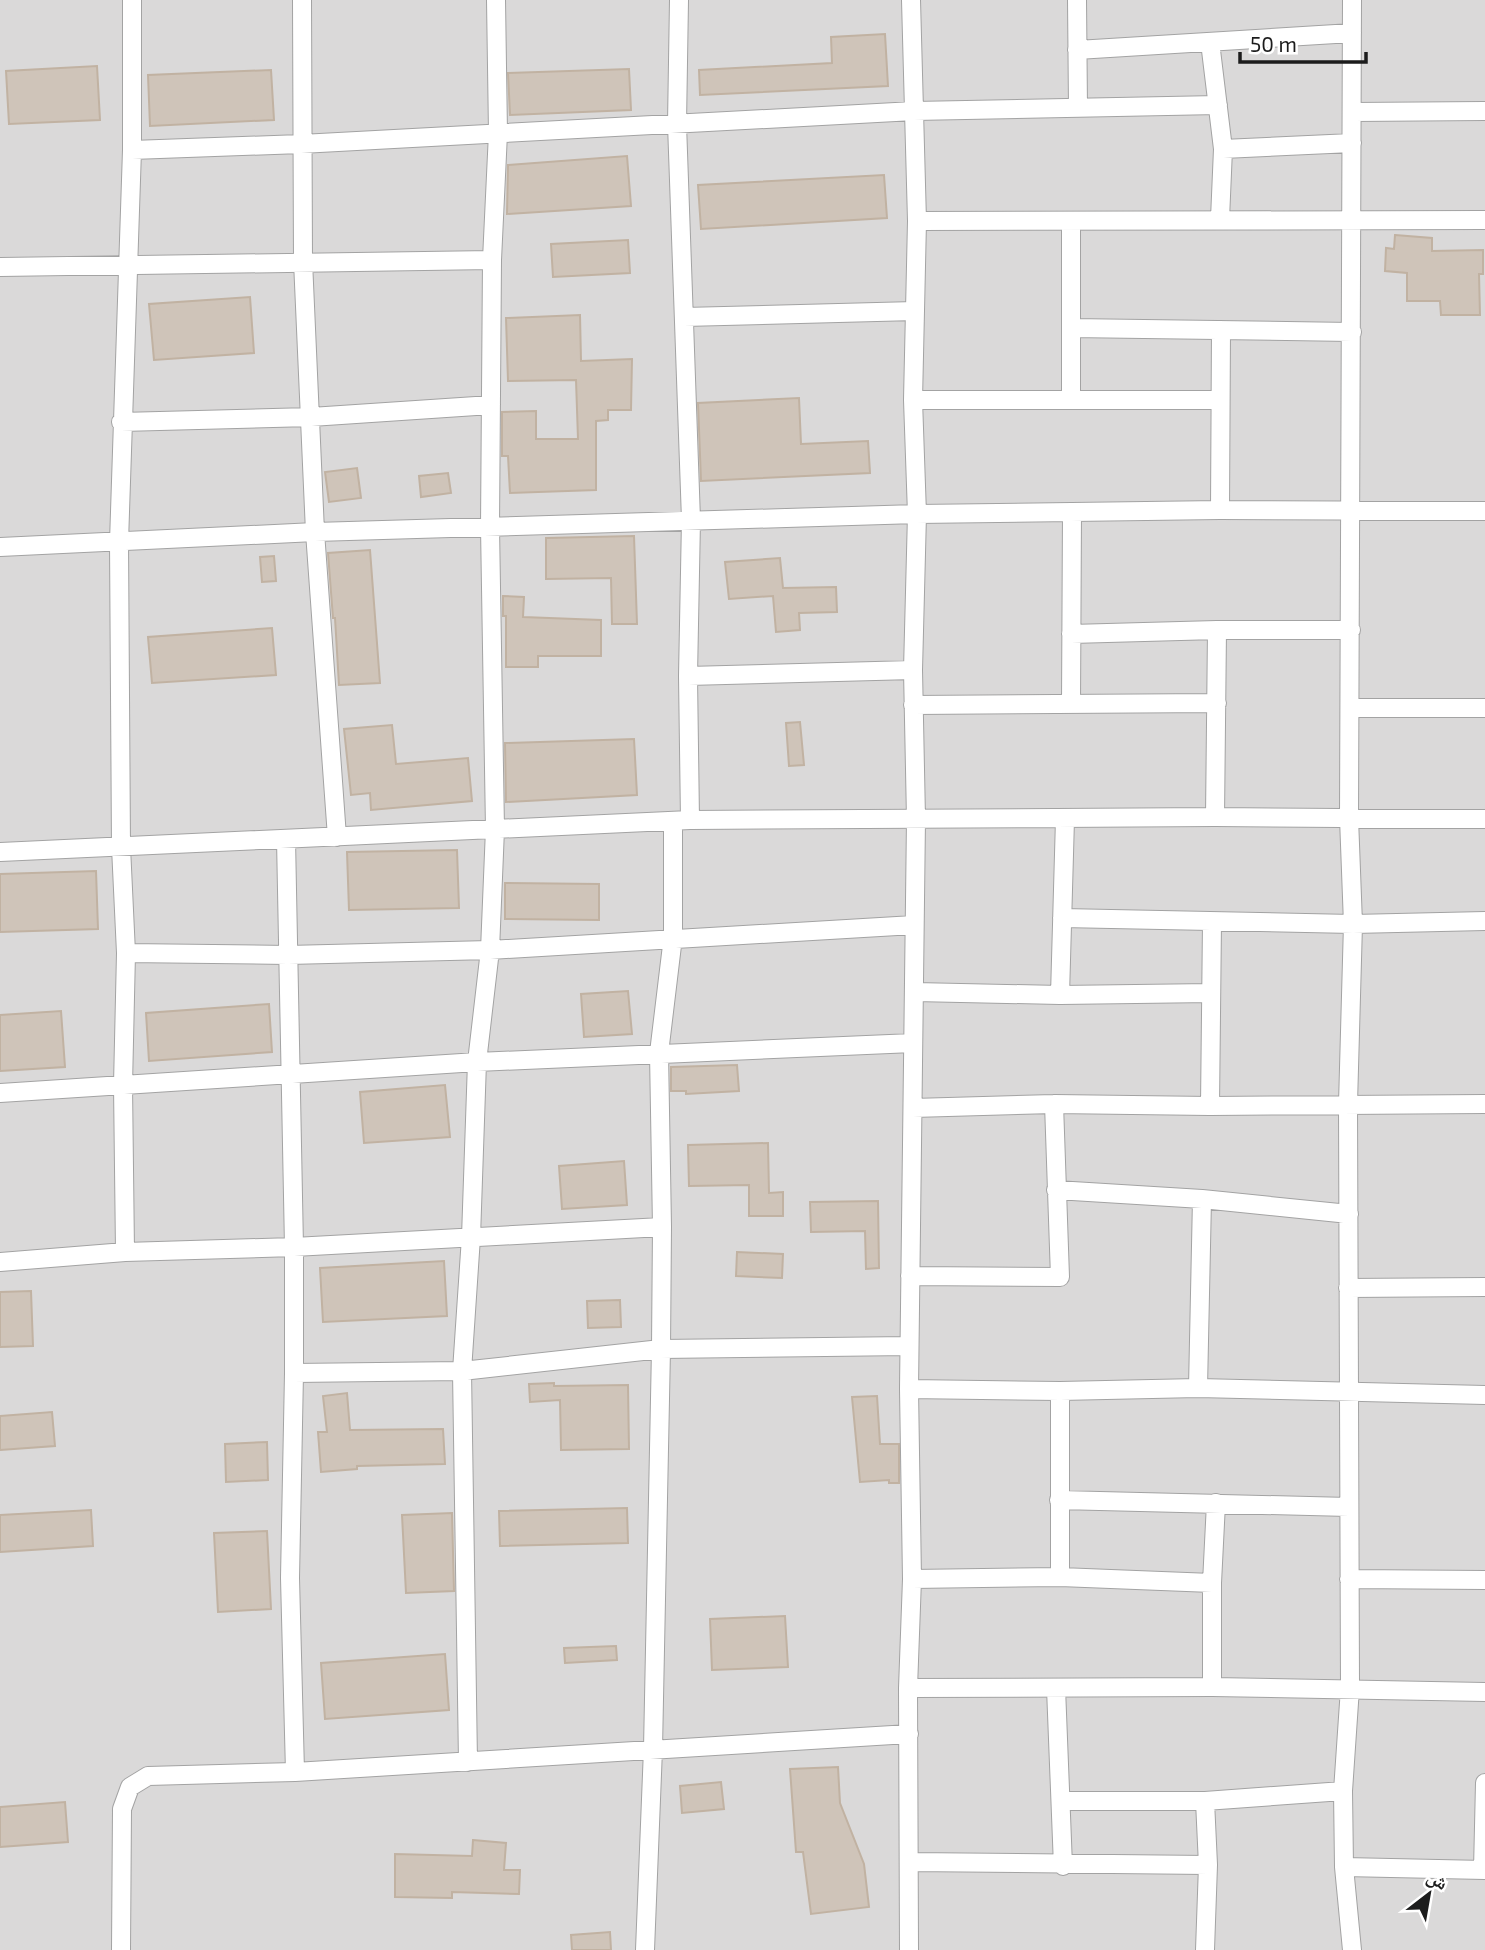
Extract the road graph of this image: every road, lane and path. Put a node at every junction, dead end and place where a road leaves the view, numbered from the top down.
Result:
1 (132, 0) edge
2 (302, 0) edge
3 (496, 0) edge
4 (679, 0) edge
5 (911, 0) edge
6 (1077, 0) edge
7 (1352, 0) edge
8 (1352, 33) junction
9 (1210, 42) junction
10 (1077, 50) junction
11 (1218, 104) junction
12 (1078, 108) junction
13 (914, 111) junction
14 (1353, 111) junction
15 (1485, 111) edge
16 (677, 124) junction
17 (498, 133) junction
18 (1352, 143) junction
19 (301, 144) junction
20 (1223, 149) junction
21 (132, 150) junction
22 (1220, 219) junction
23 (917, 220) junction
24 (1352, 220) junction
25 (1485, 220) edge
26 (1071, 221) junction
27 (492, 260) junction
28 (303, 261) junction
29 (128, 266) junction
30 (0, 267) edge
31 (915, 311) junction
32 (684, 317) junction
33 (1071, 328) junction
34 (1221, 330) junction
35 (1352, 332) junction
36 (1071, 399) junction
37 (913, 400) junction
38 (1219, 400) junction
39 (491, 405) junction
40 (311, 417) junction
41 (121, 422) junction
42 (1220, 510) junction
43 (1351, 510) junction
44 (1485, 511) edge
45 (1072, 513) junction
46 (917, 514) junction
47 (691, 520) junction
48 (489, 527) junction
49 (315, 532) junction
50 (119, 542) junction
51 (0, 547) edge
52 (1351, 630) junction
53 (1217, 631) junction
54 (1071, 634) junction
55 (913, 670) junction
56 (688, 676) junction
57 (1071, 703) junction
58 (1217, 703) junction
59 (913, 705) junction
60 (1350, 708) junction
61 (1485, 708) edge
62 (1215, 817) junction
63 (1349, 818) junction
64 (916, 819) junction
65 (1065, 819) junction
66 (1485, 819) edge
67 (682, 821) junction
68 (495, 829) junction
69 (337, 837) junction
70 (286, 839) junction
71 (121, 847) junction
72 (0, 852) edge
73 (1062, 918) junction
74 (1485, 921) edge
75 (1212, 922) junction
76 (1353, 924) junction
77 (914, 925) junction
78 (673, 937) junction
79 (490, 950) junction
80 (126, 953) junction
81 (288, 955) junction
82 (915, 992) junction
83 (1211, 993) junction
84 (1060, 995) junction
85 (913, 1043) junction
86 (659, 1053) junction
87 (477, 1062) junction
88 (291, 1074) junction
89 (123, 1085) junction
90 (0, 1093) edge
91 (1054, 1104) junction
92 (1348, 1104) junction
93 (1485, 1104) edge
94 (1210, 1106) junction
95 (912, 1108) junction
96 (1056, 1189) junction
97 (1202, 1199) junction
98 (1349, 1214) junction
99 (662, 1227) junction
100 (471, 1237) junction
101 (294, 1247) junction
102 (125, 1252) junction
103 (0, 1262) edge
104 (910, 1276) junction
105 (1485, 1287) edge
106 (1348, 1288) junction
107 (909, 1346) junction
108 (661, 1349) junction
109 (462, 1371) junction
110 (294, 1373) junction
111 (1198, 1388) junction
112 (909, 1389) junction
113 (1059, 1391) junction
114 (1348, 1393) junction
115 (1485, 1395) edge
116 (1059, 1500) junction
117 (1216, 1503) junction
118 (1349, 1507) junction
119 (1060, 1577) junction
120 (912, 1579) junction
121 (1349, 1579) junction
122 (1485, 1580) edge
123 (1212, 1583) junction
124 (1212, 1687) junction
125 (908, 1688) junction
126 (1056, 1688) junction
127 (1350, 1688) junction
128 (1485, 1692) edge
129 (909, 1734) junction
130 (653, 1749) junction
131 (468, 1762) junction
132 (295, 1772) junction
133 (1485, 1783) edge
134 (1343, 1791) junction
135 (1062, 1801) junction
136 (1205, 1801) junction
137 (910, 1862) junction
138 (1208, 1865) junction
139 (1063, 1866) junction
140 (1344, 1867) junction
141 (1484, 1870) edge
142 (121, 1950) edge
143 (645, 1950) edge
144 (909, 1950) edge
145 (1205, 1950) edge
146 (1352, 1950) edge

1 - 21 street
2 - 19 street
3 - 17 street
4 - 16 street
5 - 13 street
6 - 10 street
7 - 8 street
8 - 9 street
8 - 14 street
9 - 10 street
9 - 11 street
10 - 12 street
11 - 12 street
11 - 20 street
12 - 13 street
13 - 16 street
13 - 23 street
14 - 15 street
14 - 18 street
16 - 17 street
16 - 32 street
17 - 19 street
17 - 27 street
18 - 20 street
18 - 24 street
19 - 21 street
19 - 28 street
20 - 22 street
21 - 29 street
22 - 24 street
22 - 26 street
23 - 26 street
23 - 31 street
24 - 25 street
24 - 35 street
26 - 33 street
27 - 28 street
27 - 39 street
28 - 29 street
28 - 40 street
29 - 30 street
29 - 41 street
31 - 32 street
31 - 37 street
32 - 47 street
33 - 34 street
33 - 36 street
34 - 35 street
34 - 38 street
35 - 43 street
36 - 37 street
36 - 38 street
37 - 46 street
38 - 42 street
39 - 40 street
39 - 48 street
40 - 41 street
40 - 49 street
41 - 50 street
42 - 43 street
42 - 45 street
43 - 44 street
43 - 52 street
45 - 46 street
45 - 54 street
46 - 47 street
46 - 55 street
47 - 48 street
47 - 56 street
48 - 49 street
48 - 68 street
49 - 50 street
49 - 69 street
50 - 51 street
50 - 71 street
52 - 53 street
52 - 60 street
53 - 54 street
53 - 58 street
54 - 57 street
55 - 56 street
55 - 59 street
56 - 67 street
57 - 58 street
57 - 59 street
58 - 62 street
59 - 64 street
60 - 61 street
60 - 63 street
62 - 63 street
62 - 65 street
63 - 66 street
63 - 76 street
64 - 65 street
64 - 67 street
64 - 77 street
65 - 73 street
67 - 68 street
67 - 78 street
68 - 69 street
68 - 79 street
69 - 70 street
70 - 71 street
70 - 81 street
71 - 72 street
71 - 80 street
73 - 75 street
73 - 84 street
74 - 76 street
75 - 76 street
75 - 83 street
76 - 92 street
77 - 78 street
77 - 82 street
78 - 79 street
78 - 86 street
79 - 81 street
79 - 87 street
80 - 81 street
80 - 89 street
81 - 88 street
82 - 84 street
82 - 85 street
83 - 84 street
83 - 94 street
85 - 86 street
85 - 95 street
86 - 87 street
86 - 99 street
87 - 88 street
87 - 100 street
88 - 89 street
88 - 101 street
89 - 90 street
89 - 102 street
91 - 94 street
91 - 95 street
91 - 96 street
92 - 93 street
92 - 94 street
92 - 98 street
95 - 104 street
96 - 97 street
96 - 104 street
97 - 98 street
97 - 111 street
98 - 106 street
99 - 100 street
99 - 108 street
100 - 101 street
100 - 109 street
101 - 102 street
101 - 110 street
102 - 103 street
104 - 107 street
105 - 106 street
106 - 114 street
107 - 108 street
107 - 112 street
108 - 109 street
108 - 130 street
109 - 110 street
109 - 131 street
110 - 132 street
111 - 113 street
111 - 114 street
112 - 113 street
112 - 120 street
113 - 116 street
114 - 115 street
114 - 118 street
116 - 117 street
116 - 119 street
117 - 118 street
117 - 123 street
118 - 121 street
119 - 120 street
119 - 123 street
120 - 125 street
121 - 122 street
121 - 127 street
123 - 124 street
124 - 126 street
124 - 127 street
125 - 126 street
125 - 129 street
126 - 135 street
127 - 128 street
127 - 134 street
129 - 130 street
129 - 137 street
130 - 131 street
130 - 143 street
131 - 132 street
132 - 142 street
133 - 141 street
134 - 136 street
134 - 140 street
135 - 136 street
135 - 139 street
136 - 138 street
137 - 139 street
137 - 144 street
138 - 139 street
138 - 145 street
140 - 141 street
140 - 146 street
◆ ◆ ◆ ◆
• Task instructions
Copy the data word for word, no pictures.

• Response
Extract the road graph of this image: every road, lane and path. Put a node at every junction, dead end and place where a road leaves the view, numbered from the top down.
Result:
1 (132, 0) edge
2 (302, 0) edge
3 (496, 0) edge
4 (679, 0) edge
5 (911, 0) edge
6 (1077, 0) edge
7 (1352, 0) edge
8 (1352, 33) junction
9 (1210, 42) junction
10 (1077, 50) junction
11 (1218, 104) junction
12 (1078, 108) junction
13 (914, 111) junction
14 (1353, 111) junction
15 (1485, 111) edge
16 (677, 124) junction
17 (498, 133) junction
18 (1352, 143) junction
19 (301, 144) junction
20 (1223, 149) junction
21 (132, 150) junction
22 (1220, 219) junction
23 (917, 220) junction
24 (1352, 220) junction
25 (1485, 220) edge
26 (1071, 221) junction
27 (492, 260) junction
28 (303, 261) junction
29 (128, 266) junction
30 (0, 267) edge
31 (915, 311) junction
32 (684, 317) junction
33 (1071, 328) junction
34 (1221, 330) junction
35 (1352, 332) junction
36 (1071, 399) junction
37 (913, 400) junction
38 (1219, 400) junction
39 (491, 405) junction
40 (311, 417) junction
41 (121, 422) junction
42 (1220, 510) junction
43 (1351, 510) junction
44 (1485, 511) edge
45 (1072, 513) junction
46 (917, 514) junction
47 (691, 520) junction
48 (489, 527) junction
49 (315, 532) junction
50 (119, 542) junction
51 (0, 547) edge
52 (1351, 630) junction
53 (1217, 631) junction
54 (1071, 634) junction
55 (913, 670) junction
56 (688, 676) junction
57 (1071, 703) junction
58 (1217, 703) junction
59 (913, 705) junction
60 (1350, 708) junction
61 (1485, 708) edge
62 (1215, 817) junction
63 (1349, 818) junction
64 (916, 819) junction
65 (1065, 819) junction
66 (1485, 819) edge
67 (682, 821) junction
68 (495, 829) junction
69 (337, 837) junction
70 (286, 839) junction
71 (121, 847) junction
72 (0, 852) edge
73 (1062, 918) junction
74 (1485, 921) edge
75 (1212, 922) junction
76 (1353, 924) junction
77 (914, 925) junction
78 (673, 937) junction
79 (490, 950) junction
80 (126, 953) junction
81 (288, 955) junction
82 (915, 992) junction
83 (1211, 993) junction
84 (1060, 995) junction
85 (913, 1043) junction
86 (659, 1053) junction
87 (477, 1062) junction
88 (291, 1074) junction
89 (123, 1085) junction
90 (0, 1093) edge
91 (1054, 1104) junction
92 (1348, 1104) junction
93 (1485, 1104) edge
94 (1210, 1106) junction
95 (912, 1108) junction
96 (1056, 1189) junction
97 (1202, 1199) junction
98 (1349, 1214) junction
99 (662, 1227) junction
100 (471, 1237) junction
101 (294, 1247) junction
102 (125, 1252) junction
103 (0, 1262) edge
104 (910, 1276) junction
105 (1485, 1287) edge
106 (1348, 1288) junction
107 (909, 1346) junction
108 (661, 1349) junction
109 (462, 1371) junction
110 (294, 1373) junction
111 (1198, 1388) junction
112 (909, 1389) junction
113 (1059, 1391) junction
114 (1348, 1393) junction
115 (1485, 1395) edge
116 (1059, 1500) junction
117 (1216, 1503) junction
118 (1349, 1507) junction
119 (1060, 1577) junction
120 (912, 1579) junction
121 (1349, 1579) junction
122 (1485, 1580) edge
123 (1212, 1583) junction
124 (1212, 1687) junction
125 (908, 1688) junction
126 (1056, 1688) junction
127 (1350, 1688) junction
128 (1485, 1692) edge
129 (909, 1734) junction
130 (653, 1749) junction
131 (468, 1762) junction
132 (295, 1772) junction
133 (1485, 1783) edge
134 (1343, 1791) junction
135 (1062, 1801) junction
136 (1205, 1801) junction
137 (910, 1862) junction
138 (1208, 1865) junction
139 (1063, 1866) junction
140 (1344, 1867) junction
141 (1484, 1870) edge
142 (121, 1950) edge
143 (645, 1950) edge
144 (909, 1950) edge
145 (1205, 1950) edge
146 (1352, 1950) edge

1 - 21 street
2 - 19 street
3 - 17 street
4 - 16 street
5 - 13 street
6 - 10 street
7 - 8 street
8 - 9 street
8 - 14 street
9 - 10 street
9 - 11 street
10 - 12 street
11 - 12 street
11 - 20 street
12 - 13 street
13 - 16 street
13 - 23 street
14 - 15 street
14 - 18 street
16 - 17 street
16 - 32 street
17 - 19 street
17 - 27 street
18 - 20 street
18 - 24 street
19 - 21 street
19 - 28 street
20 - 22 street
21 - 29 street
22 - 24 street
22 - 26 street
23 - 26 street
23 - 31 street
24 - 25 street
24 - 35 street
26 - 33 street
27 - 28 street
27 - 39 street
28 - 29 street
28 - 40 street
29 - 30 street
29 - 41 street
31 - 32 street
31 - 37 street
32 - 47 street
33 - 34 street
33 - 36 street
34 - 35 street
34 - 38 street
35 - 43 street
36 - 37 street
36 - 38 street
37 - 46 street
38 - 42 street
39 - 40 street
39 - 48 street
40 - 41 street
40 - 49 street
41 - 50 street
42 - 43 street
42 - 45 street
43 - 44 street
43 - 52 street
45 - 46 street
45 - 54 street
46 - 47 street
46 - 55 street
47 - 48 street
47 - 56 street
48 - 49 street
48 - 68 street
49 - 50 street
49 - 69 street
50 - 51 street
50 - 71 street
52 - 53 street
52 - 60 street
53 - 54 street
53 - 58 street
54 - 57 street
55 - 56 street
55 - 59 street
56 - 67 street
57 - 58 street
57 - 59 street
58 - 62 street
59 - 64 street
60 - 61 street
60 - 63 street
62 - 63 street
62 - 65 street
63 - 66 street
63 - 76 street
64 - 65 street
64 - 67 street
64 - 77 street
65 - 73 street
67 - 68 street
67 - 78 street
68 - 69 street
68 - 79 street
69 - 70 street
70 - 71 street
70 - 81 street
71 - 72 street
71 - 80 street
73 - 75 street
73 - 84 street
74 - 76 street
75 - 76 street
75 - 83 street
76 - 92 street
77 - 78 street
77 - 82 street
78 - 79 street
78 - 86 street
79 - 81 street
79 - 87 street
80 - 81 street
80 - 89 street
81 - 88 street
82 - 84 street
82 - 85 street
83 - 84 street
83 - 94 street
85 - 86 street
85 - 95 street
86 - 87 street
86 - 99 street
87 - 88 street
87 - 100 street
88 - 89 street
88 - 101 street
89 - 90 street
89 - 102 street
91 - 94 street
91 - 95 street
91 - 96 street
92 - 93 street
92 - 94 street
92 - 98 street
95 - 104 street
96 - 97 street
96 - 104 street
97 - 98 street
97 - 111 street
98 - 106 street
99 - 100 street
99 - 108 street
100 - 101 street
100 - 109 street
101 - 102 street
101 - 110 street
102 - 103 street
104 - 107 street
105 - 106 street
106 - 114 street
107 - 108 street
107 - 112 street
108 - 109 street
108 - 130 street
109 - 110 street
109 - 131 street
110 - 132 street
111 - 113 street
111 - 114 street
112 - 113 street
112 - 120 street
113 - 116 street
114 - 115 street
114 - 118 street
116 - 117 street
116 - 119 street
117 - 118 street
117 - 123 street
118 - 121 street
119 - 120 street
119 - 123 street
120 - 125 street
121 - 122 street
121 - 127 street
123 - 124 street
124 - 126 street
124 - 127 street
125 - 126 street
125 - 129 street
126 - 135 street
127 - 128 street
127 - 134 street
129 - 130 street
129 - 137 street
130 - 131 street
130 - 143 street
131 - 132 street
132 - 142 street
133 - 141 street
134 - 136 street
134 - 140 street
135 - 136 street
135 - 139 street
136 - 138 street
137 - 139 street
137 - 144 street
138 - 139 street
138 - 145 street
140 - 141 street
140 - 146 street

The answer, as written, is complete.